It may have cooled down, but it's still dry. And while you're probably paying attention to your flowers and lawn, garden experts say you may be ignoring another valuable asset in your yard, the trees.
All signs point to fall in yards across KELOLAND. Trees starting to shed because of the hot dry weather.
“They'll start to drop interior leaves and the interior leaves are the ones a tree has said, 'I can't hold on to you anymore. You're not doing work and I don't have enough water to keep you on,’” Erik Helland from Sioux Falls Landscape Garden Centers said.
Helland says trees are some of the most overlooked plants in people's yards. You depend on them for shade and don't notice they're in trouble until it's too late.
His staff is trying to stay ahead, watering non-stop to halt the wilting from the hot July weather.
At parks across Sioux Falls, signs point to stress.
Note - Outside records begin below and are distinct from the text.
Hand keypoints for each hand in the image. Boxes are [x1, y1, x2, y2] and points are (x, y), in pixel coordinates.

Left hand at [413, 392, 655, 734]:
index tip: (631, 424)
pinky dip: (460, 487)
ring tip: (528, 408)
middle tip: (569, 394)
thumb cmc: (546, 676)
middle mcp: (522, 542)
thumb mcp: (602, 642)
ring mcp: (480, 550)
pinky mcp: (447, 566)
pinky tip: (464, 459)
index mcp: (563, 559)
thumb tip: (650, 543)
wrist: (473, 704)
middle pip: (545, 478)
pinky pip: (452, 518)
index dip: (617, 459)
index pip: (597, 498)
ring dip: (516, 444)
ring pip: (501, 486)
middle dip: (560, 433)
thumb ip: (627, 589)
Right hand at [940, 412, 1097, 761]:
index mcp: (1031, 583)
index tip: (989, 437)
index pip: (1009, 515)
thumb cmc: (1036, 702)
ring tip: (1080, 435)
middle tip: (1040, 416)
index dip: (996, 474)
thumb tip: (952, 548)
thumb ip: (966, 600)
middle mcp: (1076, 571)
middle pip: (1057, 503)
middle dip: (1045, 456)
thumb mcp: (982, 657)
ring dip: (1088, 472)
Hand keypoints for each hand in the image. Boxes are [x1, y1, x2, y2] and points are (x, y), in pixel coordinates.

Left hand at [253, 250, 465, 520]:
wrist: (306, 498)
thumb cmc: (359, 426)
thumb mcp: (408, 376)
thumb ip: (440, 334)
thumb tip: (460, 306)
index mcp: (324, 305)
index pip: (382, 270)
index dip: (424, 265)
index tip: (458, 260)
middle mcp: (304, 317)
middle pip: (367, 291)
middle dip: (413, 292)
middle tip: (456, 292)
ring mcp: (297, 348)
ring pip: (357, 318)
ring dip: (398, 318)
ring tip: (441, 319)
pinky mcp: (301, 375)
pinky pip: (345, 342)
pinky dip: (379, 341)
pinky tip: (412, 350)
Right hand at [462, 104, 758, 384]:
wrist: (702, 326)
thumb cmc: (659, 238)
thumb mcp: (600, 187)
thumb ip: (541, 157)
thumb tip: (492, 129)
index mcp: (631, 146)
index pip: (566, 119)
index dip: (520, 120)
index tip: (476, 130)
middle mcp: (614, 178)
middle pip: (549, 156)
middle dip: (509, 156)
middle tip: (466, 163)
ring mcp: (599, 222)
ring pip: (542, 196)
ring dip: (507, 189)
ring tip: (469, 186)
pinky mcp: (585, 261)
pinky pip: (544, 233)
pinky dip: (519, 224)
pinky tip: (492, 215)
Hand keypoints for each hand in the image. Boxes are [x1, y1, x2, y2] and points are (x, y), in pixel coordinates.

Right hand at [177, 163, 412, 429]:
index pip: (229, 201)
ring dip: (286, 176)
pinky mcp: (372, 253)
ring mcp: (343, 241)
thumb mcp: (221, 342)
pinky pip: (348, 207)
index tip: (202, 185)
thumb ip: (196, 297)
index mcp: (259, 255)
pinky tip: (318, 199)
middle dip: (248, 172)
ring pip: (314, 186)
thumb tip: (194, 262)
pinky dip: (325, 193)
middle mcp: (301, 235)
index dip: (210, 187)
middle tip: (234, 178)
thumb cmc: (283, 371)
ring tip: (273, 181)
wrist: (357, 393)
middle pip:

Leaves are dropping and the further a tree's roots are from a major water source the worse it get.
“They're getting to the point where they're depleting all of the moisture that's available in the soil,” Helland said.
Helland says if rain comes, the trees will also come back and leaves will perk up. But as more and more cities heighten water restrictions, if you have to choose, opt for your leaves over your lawn.
“If you can just put the garden hose on them, just a slow trickle to fill in those cracks about five to ten minutes each tree once a week would be great,” Helland said.
But remember Helland says a dead lawn takes less than a month to get back in shape but a dead tree can take a lifetime.
New trees with less established root systems are particularly susceptible. But Helland says that doesn't mean you can't plant new ones. They'll just need a little extra care and plenty of extra water.